Large scale hardware testing

We all have a few servers in our offices, or a colocation provider or in a part of a data center. And a few more every year is not much of a problem. Unpack, deploy, plug, install, reboot and that’s it. Still a few more steps than what you’d need in a cloud environment but nothing an experienced technician can’t handle. Things change when numbers are around some hundreds though.

The obvious differences are the required power, floor, man hours, money etc. similar to the differences of building a shed versus a whole block. But another and somewhat lesser known difference is the uncertainty. And this post is about a specific type of one: making sure the hardware you unpack is the one you ordered and works as you expect it to work.

It’s easy to do this for a single system or two. Deploy the OS if it isn’t already there and just see what it tells you. For a few hundred you can do the same over and over, only to wonder if the 257th system really had a CPU failure or you made a mistake just before lunch. There’s a better way though.

Nowadays almost all of the server systems have some sort of a BMC. Every vendor has a different name for it, but basically it’s a small device to monitor and control the hardware over the network. It’s possible to power the machine up/down, check fan status, specify boot target etc. Combine that with booting over the network and you no longer have to be around the machine.

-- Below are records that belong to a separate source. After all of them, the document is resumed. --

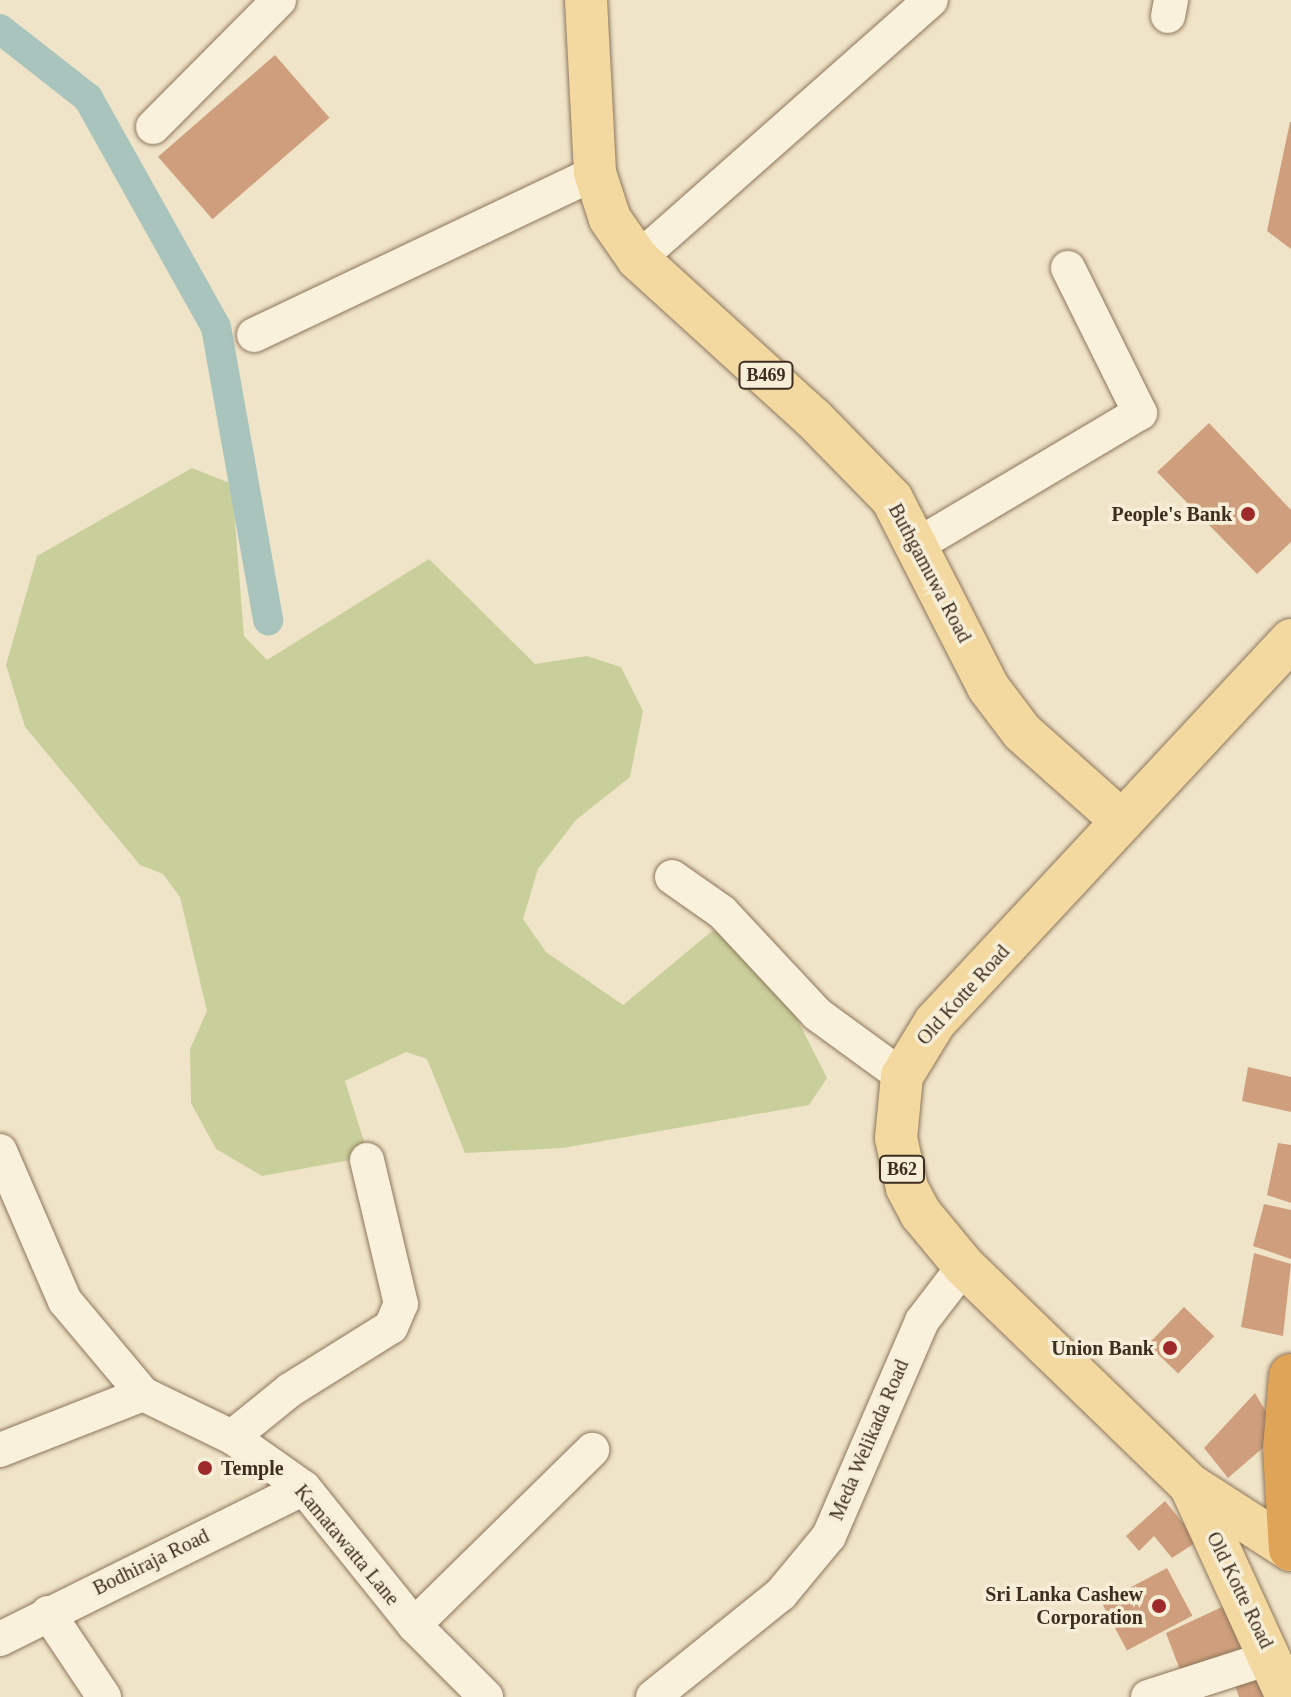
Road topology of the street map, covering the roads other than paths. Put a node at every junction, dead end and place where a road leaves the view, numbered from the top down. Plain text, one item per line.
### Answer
1 (586, 0) edge
2 (931, 0) edge
3 (276, 1) edge
4 (153, 127) dead end
5 (595, 173) junction
6 (638, 259) junction
7 (1068, 268) dead end
8 (254, 335) dead end
9 (919, 544) junction
10 (1291, 640) edge
11 (1122, 821) junction
12 (672, 877) dead end
13 (902, 1076) junction
14 (0, 1151) edge
15 (367, 1160) dead end
16 (964, 1266) junction
17 (1291, 1376) edge
18 (143, 1394) junction
19 (232, 1437) junction
20 (0, 1450) edge
21 (592, 1450) dead end
22 (1190, 1485) junction
23 (304, 1488) junction
24 (1291, 1550) edge
25 (48, 1613) junction
26 (414, 1625) junction
27 (0, 1639) edge
28 (1272, 1657) junction
29 (104, 1697) edge
30 (486, 1697) edge
31 (653, 1697) edge
32 (1148, 1697) edge
33 (1287, 1697) edge

1 - 5 main road, Buthgamuwa Road / B469
2 - 6 street
3 - 4 street
5 - 6 main road, Buthgamuwa Road / B469
5 - 8 street
6 - 9 main road, Buthgamuwa Road / B469
7 - 9 street
9 - 11 main road, Buthgamuwa Road / B469
10 - 11 main road, Old Kotte Road / B62
11 - 13 main road, Old Kotte Road / B62
12 - 13 street
13 - 16 main road, Old Kotte Road / B62
14 - 18 street, Kamatawatta Lane
15 - 19 street
16 - 22 main road, Old Kotte Road / B62
16 - 31 street, Meda Welikada Road
17 - 24 highway
18 - 19 street, Kamatawatta Lane
18 - 20 street
19 - 23 street, Kamatawatta Lane
21 - 26 street
22 - 24 main road, Old Kotte Road / B62
22 - 28 main road, Old Kotte Road / B62
23 - 25 street, Bodhiraja Road
23 - 26 street, Kamatawatta Lane
25 - 27 street, Bodhiraja Road
25 - 29 street
26 - 30 street, Kamatawatta Lane
28 - 32 street
28 - 33 main road, Old Kotte Road / B62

Maas helps deploy the operating systems in numbers, and it can also help test and verify the hardware beforehand. After the first discovery, it will boot the machine over the network, run some scripts to identify the components and store the discovered details. That’s the time to cross check the order with what is there. Maas shows the details in its web ui but for the environments where doing it one-by-one will take a lot of time, it also has an API and a python client package.

maas

During this identification run, which Maas calls commissioning, it’s also possible to run some tests on the hardware to find the factory defects. By default these tests may include S.M.A.R.T. conveyance, stressing the CPU or memory. And when the systems have custom components like RAID controllers or GPUs it’s possible to prepare scripts for whatever’s necessary and have Maas collect the results too.

Finally we sometimes use this functionality to configure some components. For example if you need to create a RAID array on a MegaRAID device, what you can do is upload a script like the following to Maas and have it run during commissioning.

#!/bin/bash
# --- Start MAAS 1.0 script metadata ---
# name: 00-create-raid5
# title: Create raid5
# description: Configures a RAID5 using first 4 drives in the controller
# script_type: commissioning
# packages:
#  url: http://some-accessible-http-server/storcli_xxx_all.deb
# parallel: disabled
# --- End MAAS 1.0 script metadata ---
sudo /opt/MegaRAID/storcli/storcli64 /cAll add vd type=r5 drives=0:0-3

A small gimmick is that there’s a default set of scripts and Maas runs everything in alphabetical order. So if you want the default commissioning scripts to identify your newly created device you have to make sure that this one runs before them. A simple solution is to prefix your scripts with numbers like 00-, 10-.

Now just with a few clicks over the web ui. You’ve just identified, tested and configured some hundred nodes within hours instead of weeks. For thousands or tens of thousands you’re going to hit some barriers but that’s all for this post.